__What you need to do__
Return the records below character for character.

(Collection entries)
┌──
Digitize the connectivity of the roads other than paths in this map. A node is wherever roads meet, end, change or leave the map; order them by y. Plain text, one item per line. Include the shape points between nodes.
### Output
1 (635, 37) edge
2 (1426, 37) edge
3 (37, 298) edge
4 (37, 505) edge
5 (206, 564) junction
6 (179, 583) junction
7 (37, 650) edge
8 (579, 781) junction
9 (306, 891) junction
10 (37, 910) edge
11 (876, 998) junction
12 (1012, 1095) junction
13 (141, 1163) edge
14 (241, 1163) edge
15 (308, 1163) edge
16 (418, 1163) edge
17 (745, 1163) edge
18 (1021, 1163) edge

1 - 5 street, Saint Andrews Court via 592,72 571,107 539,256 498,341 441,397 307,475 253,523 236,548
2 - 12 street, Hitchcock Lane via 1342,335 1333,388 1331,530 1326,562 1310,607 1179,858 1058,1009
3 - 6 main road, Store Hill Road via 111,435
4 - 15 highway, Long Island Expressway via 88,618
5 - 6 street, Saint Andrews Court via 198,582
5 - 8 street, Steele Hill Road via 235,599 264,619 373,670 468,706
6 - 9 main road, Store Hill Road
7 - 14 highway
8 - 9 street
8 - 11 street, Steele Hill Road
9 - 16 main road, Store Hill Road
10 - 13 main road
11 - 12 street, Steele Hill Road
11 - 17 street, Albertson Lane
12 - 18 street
└──
__Problem solution__
Digitize the connectivity of the roads other than paths in this map. A node is wherever roads meet, end, change or leave the map; order them by y. Plain text, one item per line. Include the shape points between nodes.
### Output
1 (635, 37) edge
2 (1426, 37) edge
3 (37, 298) edge
4 (37, 505) edge
5 (206, 564) junction
6 (179, 583) junction
7 (37, 650) edge
8 (579, 781) junction
9 (306, 891) junction
10 (37, 910) edge
11 (876, 998) junction
12 (1012, 1095) junction
13 (141, 1163) edge
14 (241, 1163) edge
15 (308, 1163) edge
16 (418, 1163) edge
17 (745, 1163) edge
18 (1021, 1163) edge

1 - 5 street, Saint Andrews Court via 592,72 571,107 539,256 498,341 441,397 307,475 253,523 236,548
2 - 12 street, Hitchcock Lane via 1342,335 1333,388 1331,530 1326,562 1310,607 1179,858 1058,1009
3 - 6 main road, Store Hill Road via 111,435
4 - 15 highway, Long Island Expressway via 88,618
5 - 6 street, Saint Andrews Court via 198,582
5 - 8 street, Steele Hill Road via 235,599 264,619 373,670 468,706
6 - 9 main road, Store Hill Road
7 - 14 highway
8 - 9 street
8 - 11 street, Steele Hill Road
9 - 16 main road, Store Hill Road
10 - 13 main road
11 - 12 street, Steele Hill Road
11 - 17 street, Albertson Lane
12 - 18 street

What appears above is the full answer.